Look through the lines below, find those with the word "getElementById", and copy them.

[Stored items]
====================
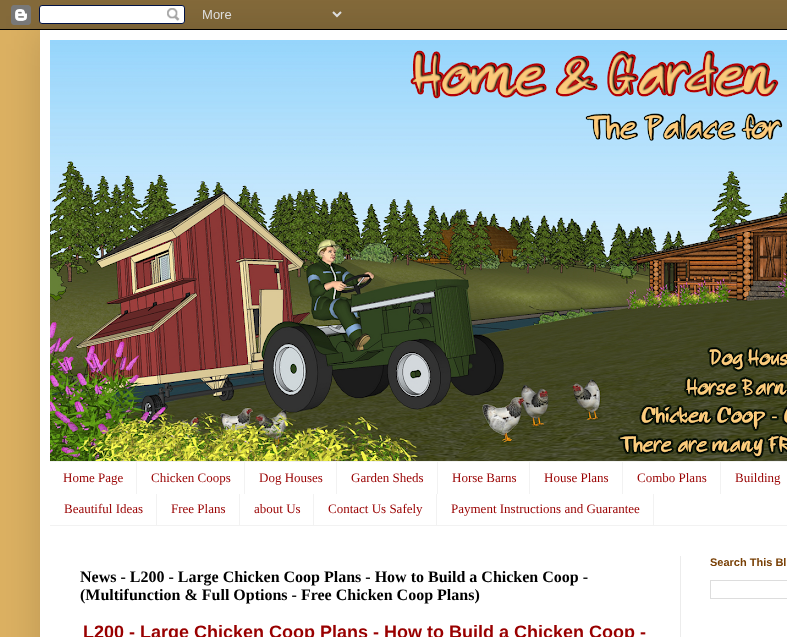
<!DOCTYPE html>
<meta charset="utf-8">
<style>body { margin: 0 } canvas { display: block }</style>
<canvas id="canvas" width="787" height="637"></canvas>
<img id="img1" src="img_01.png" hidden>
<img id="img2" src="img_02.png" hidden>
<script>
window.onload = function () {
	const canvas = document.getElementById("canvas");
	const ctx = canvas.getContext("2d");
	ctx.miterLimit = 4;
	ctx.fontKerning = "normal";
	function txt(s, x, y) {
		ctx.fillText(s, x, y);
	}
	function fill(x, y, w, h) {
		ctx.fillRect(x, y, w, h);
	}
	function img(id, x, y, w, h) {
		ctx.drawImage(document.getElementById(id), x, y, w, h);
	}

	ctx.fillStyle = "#DCB162";
	fill(0, 0, 787, 637);
	ctx.fillStyle = "rgba(0, 0, 0, 0.15)";
	ctx.filter = "blur(20px)";
	ctx.beginPath();
	ctx.rect(40, 30, 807, 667);
	ctx.fill();
	ctx.filter = "none";
	img("img1", 0, 0, 787, 30);
	ctx.fillStyle = "#FFFFFF";
	fill(40, 30, 747, 607);
	img("img2", 50, 40, 737, 421);
	ctx.fillStyle = "#F2F2F2";
	fill(50, 461, 737, 1);
	fill(50, 525, 737, 1);
	fill(136, 462, 1, 32);
	fill(244, 462, 1, 32);
	fill(336, 462, 1, 32);
	fill(437, 462, 1, 32);
	fill(529, 462, 1, 32);
	fill(622, 462, 1, 32);
	fill(720, 462, 1, 32);
	fill(156, 494, 1, 31);
	fill(239, 494, 1, 31);
	fill(313, 494, 1, 31);
	fill(436, 494, 1, 31);
	fill(653, 494, 1, 31);
	ctx.fillStyle = "#ECECEC";
	fill(680, 556, 1, 81);
	ctx.strokeStyle = "#DDDDDD";
	ctx.strokeRect(710.5, 580.5, 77, 18);
	ctx.font = "13px Liberation Serif";
	ctx.fillStyle = "#990000";
	txt("Home Page", 63, 482);
	txt("Chicken Coops", 151, 482);
	txt("Dog Houses", 259, 482);
	txt("Garden Sheds", 351, 482);
	txt("Horse Barns", 452, 482);
	txt("House Plans", 544, 482);
	txt("Combo Plans", 637, 482);
	txt("Building", 735, 482);
	txt("Beautiful Ideas", 64, 513);
	txt("Free Plans", 171, 513);
	txt("about Us", 254, 513);
	txt("Contact Us Safely", 328, 513);
	txt("Payment Instructions and Guarantee", 451, 513);
	ctx.font = "bold 11px Liberation Sans";
	ctx.fillStyle = "#783F04";
	txt("Search This Bl", 710, 566);
	ctx.font = "bold 16px Liberation Serif";
	ctx.fillStyle = "#000000";
	txt("News - L200 - Large Chicken Coop Plans - How to Build a Chicken Coop -", 80, 582);
	txt("(Multifunction & Full Options - Free Chicken Coop Plans)", 80, 600);
	ctx.font = "bold 18px Liberation Sans";
	ctx.fillStyle = "#990000";
	txt("L200 - Large Chicken Coop Plans - How to Build a Chicken Coop -", 83, 638);
};
</script>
====================
# [RESULT OF THE EXERCISE]
	const canvas = document.getElementById("canvas");
		ctx.drawImage(document.getElementById(id), x, y, w, h);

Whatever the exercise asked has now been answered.